提取`questions_this_excerpt_can_answer`元数据字段。

Args:
    llm (Optional[LLM]): LLM
    questions (int): 要提取的问题数量
    prompt_template (str): 用于问题提取的模板
    embedding_only (bool): 是否仅使用嵌入"""

    llm: LLMPredictorType = Field(description="The LLM to use for generation.")
    questions: int = Field(
        default=5,
        description="The number of questions to generate.",
        gt=0,
    )
    prompt_template: str = Field(
        default=DEFAULT_QUESTION_GEN_TMPL,
        description="Prompt template to use when generating questions.",
    )
    embedding_only: bool = Field(
        default=True, description="Whether to use metadata for emebddings only."
    )

    def __init__(
        self,
        llm: Optional[LLM] = None,
        # TODO: llm_predictor arg is deprecated
        llm_predictor: Optional[LLMPredictorType] = None,
        questions: int = 5,
        prompt_template: str = DEFAULT_QUESTION_GEN_TMPL,
        embedding_only: bool = True,
        num_workers: int = DEFAULT_NUM_WORKERS,
        **kwargs: Any,
    ) -> None:
        """初始化参数。"""
        if questions < 1:
            raise ValueError("questions must be >= 1")

        super().__init__(
            llm=llm or llm_predictor or Settings.llm,
            questions=questions,
            prompt_template=prompt_template,
            embedding_only=embedding_only,
            num_workers=num_workers,
            **kwargs,
        )

    @classmethod
    def class_name(cls) -> str:
        return "QuestionsAnsweredExtractor"

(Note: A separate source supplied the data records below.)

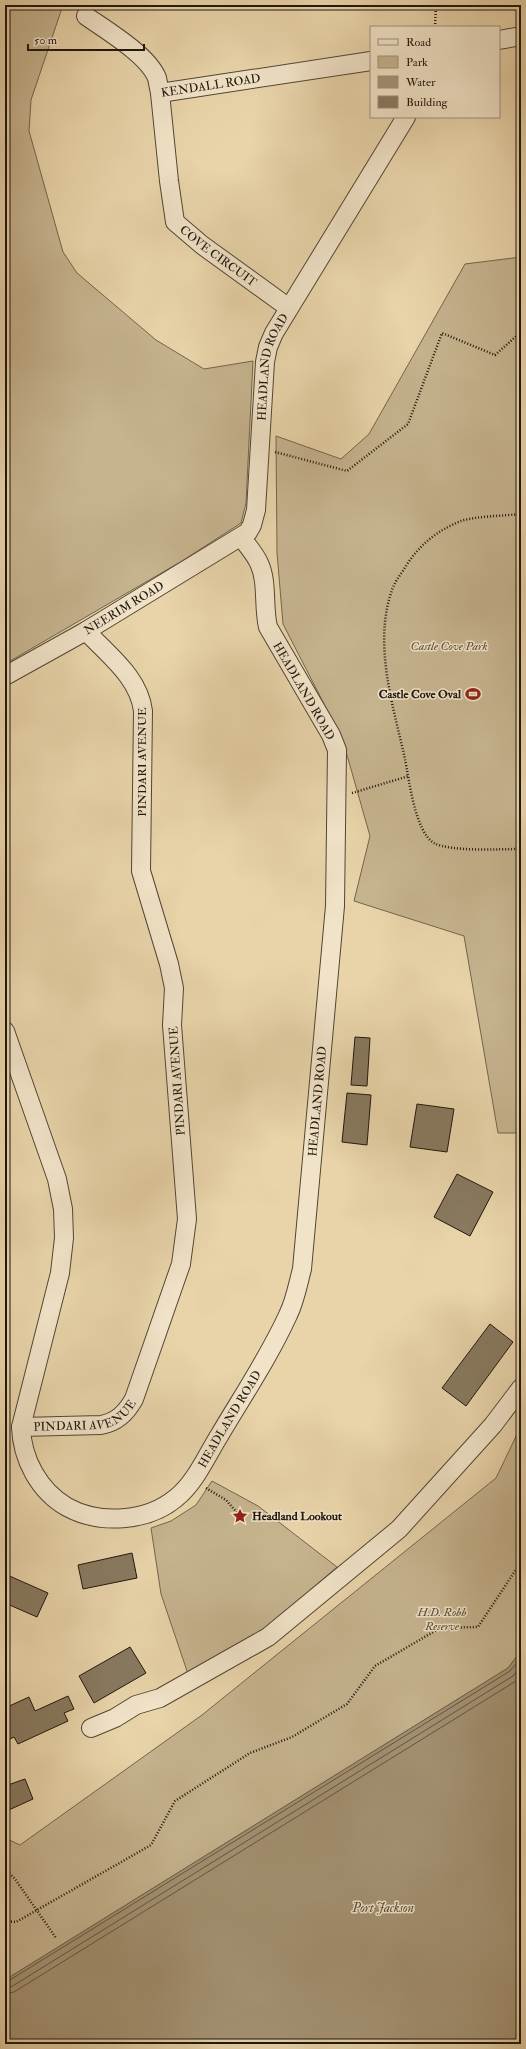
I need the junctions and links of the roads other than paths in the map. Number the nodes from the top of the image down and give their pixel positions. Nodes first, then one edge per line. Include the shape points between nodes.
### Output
1 (86, 16) dead end
2 (521, 36) edge
3 (500, 40) edge
4 (370, 61) edge
5 (160, 93) junction
6 (405, 118) edge
7 (289, 308) junction
8 (241, 537) junction
9 (86, 631) junction
10 (5, 676) edge
11 (5, 1031) edge
12 (521, 1388) edge
13 (21, 1427) junction
14 (91, 1728) dead end

1 - 5 street, KENDALL ROAD via 122,40 145,62 156,77
2 - 3 street
4 - 5 street, KENDALL ROAD
5 - 7 street, COVE CIRCUIT via 176,222 208,250
6 - 7 street, HEADLAND ROAD
7 - 8 street, HEADLAND ROAD via 268,347 256,510 252,525
8 - 9 street, NEERIM ROAD
8 - 13 street, HEADLAND ROAD via 261,569 266,616 271,632 331,735 337,750 335,906 302,1269 288,1315 254,1378 192,1479 177,1498 156,1511 113,1519 86,1516 60,1503 40,1482 26,1457
9 - 10 street, NEERIM ROAD
9 - 13 street, PINDARI AVENUE via 127,675 142,699 141,871 174,988 172,1025 187,1212 186,1237 181,1264 134,1399 128,1409 111,1423 102,1425
11 - 13 street, HEADLAND ROAD via 57,1179 63,1210 64,1238 60,1273
12 - 14 street via 493,1425 398,1529 268,1637 160,1698 136,1705 115,1718

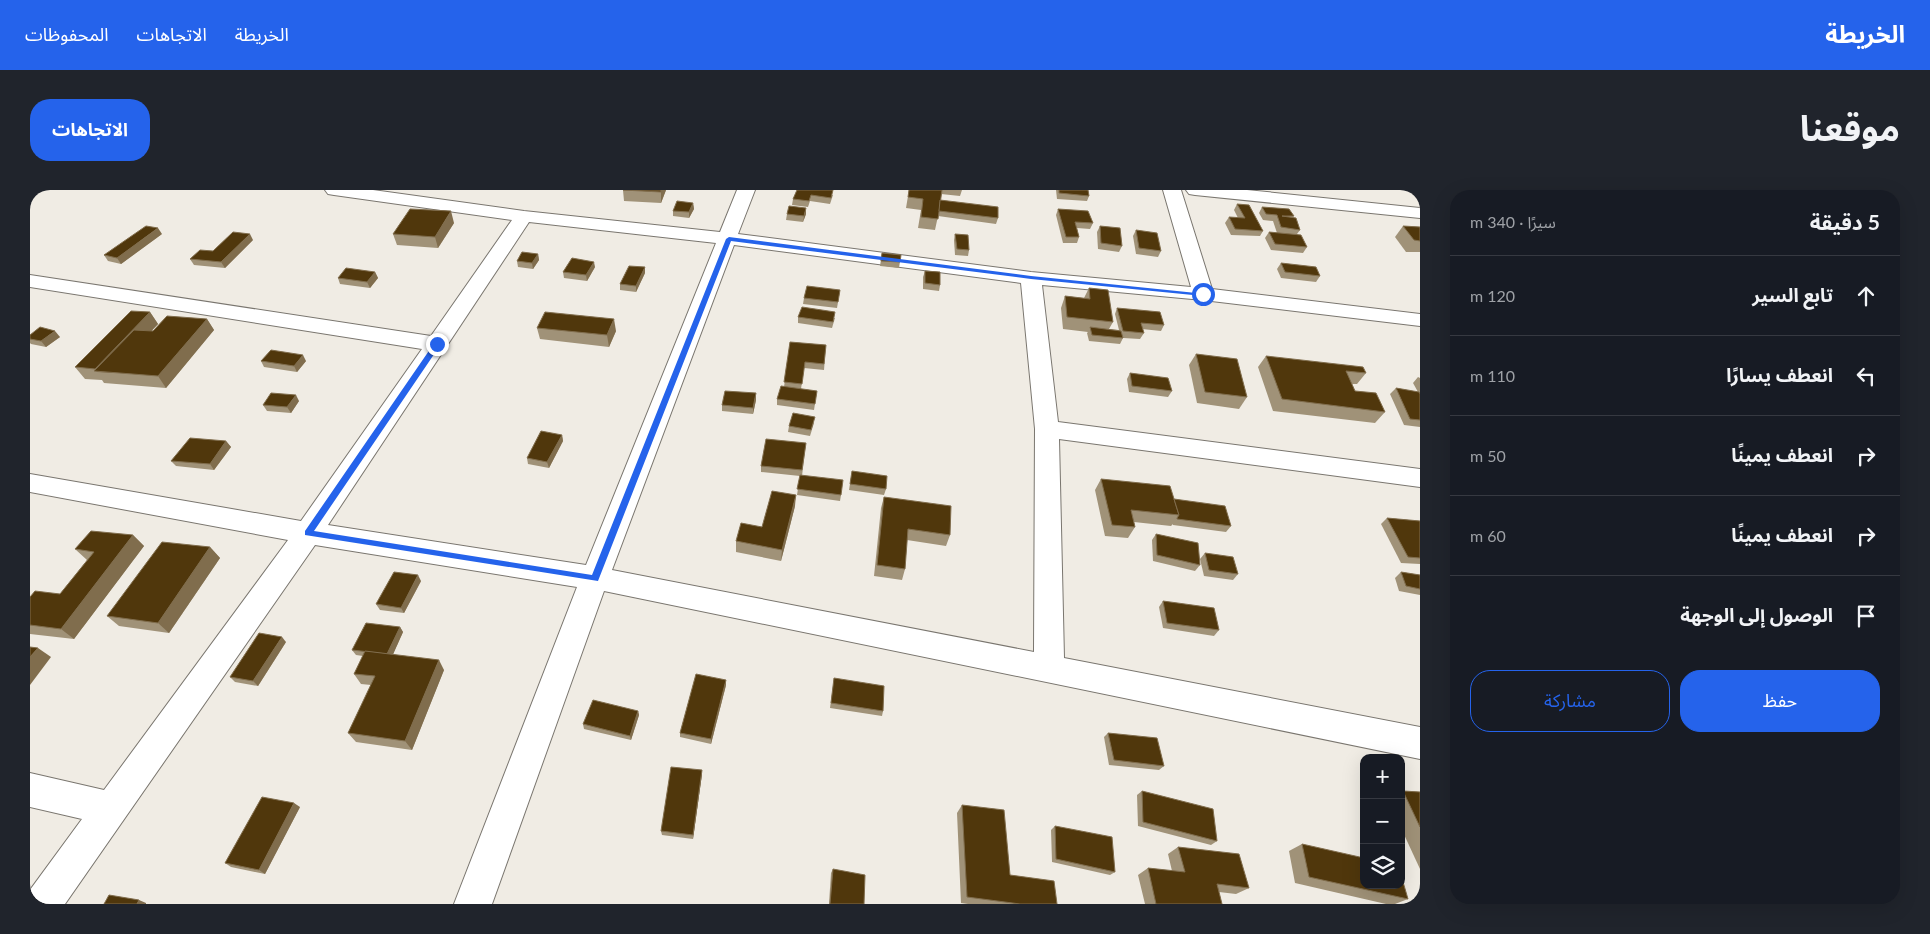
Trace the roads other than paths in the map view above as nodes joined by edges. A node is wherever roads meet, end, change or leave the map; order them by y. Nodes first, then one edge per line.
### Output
1 (334, 190) edge
2 (746, 190) edge
3 (1172, 190) edge
4 (1195, 190) edge
5 (1319, 196) edge
6 (1420, 213) edge
7 (524, 216) junction
8 (729, 239) junction
9 (1031, 278) junction
10 (30, 281) edge
11 (1203, 294) junction
12 (1420, 320) edge
13 (437, 344) junction
14 (1047, 429) junction
15 (1420, 478) edge
16 (30, 483) edge
17 (308, 533) junction
18 (595, 578) junction
19 (1049, 669) junction
20 (1420, 743) edge
21 (30, 790) edge
22 (111, 809) junction
23 (43, 904) edge
24 (473, 904) edge

1 - 7 street
2 - 8 street
3 - 11 street
4 - 5 street
5 - 6 street
7 - 8 street
7 - 13 street
8 - 9 street
8 - 18 street
9 - 11 street
9 - 14 street
10 - 13 street
11 - 12 street
13 - 17 street
14 - 15 street
14 - 19 street
16 - 17 street
17 - 18 street
17 - 22 street
18 - 19 street
18 - 24 street
19 - 20 street
21 - 22 street
22 - 23 street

    async def _aextract_questions_from_node(self, node: BaseNode) -> Dict[str, str]:
        """从节点中提取问题并返回其元数据字典。"""
        if self.is_text_node_only and not isinstance(node, TextNode):
            return {}

        context_str = node.get_content(metadata_mode=self.metadata_mode)
        prompt = PromptTemplate(template=self.prompt_template)
        questions = await self.llm.apredict(
            prompt, num_questions=self.questions, context_str=context_str
        )

        return {"questions_this_excerpt_can_answer": questions.strip()}

    async def aextract(self, nodes: Sequence[BaseNode]) -> List[Dict]:
        questions_jobs = []
        for node in nodes:
            questions_jobs.append(self._aextract_questions_from_node(node))

        metadata_list: List[Dict] = await run_jobs(
            questions_jobs, show_progress=self.show_progress, workers=self.num_workers
        )

        return metadata_list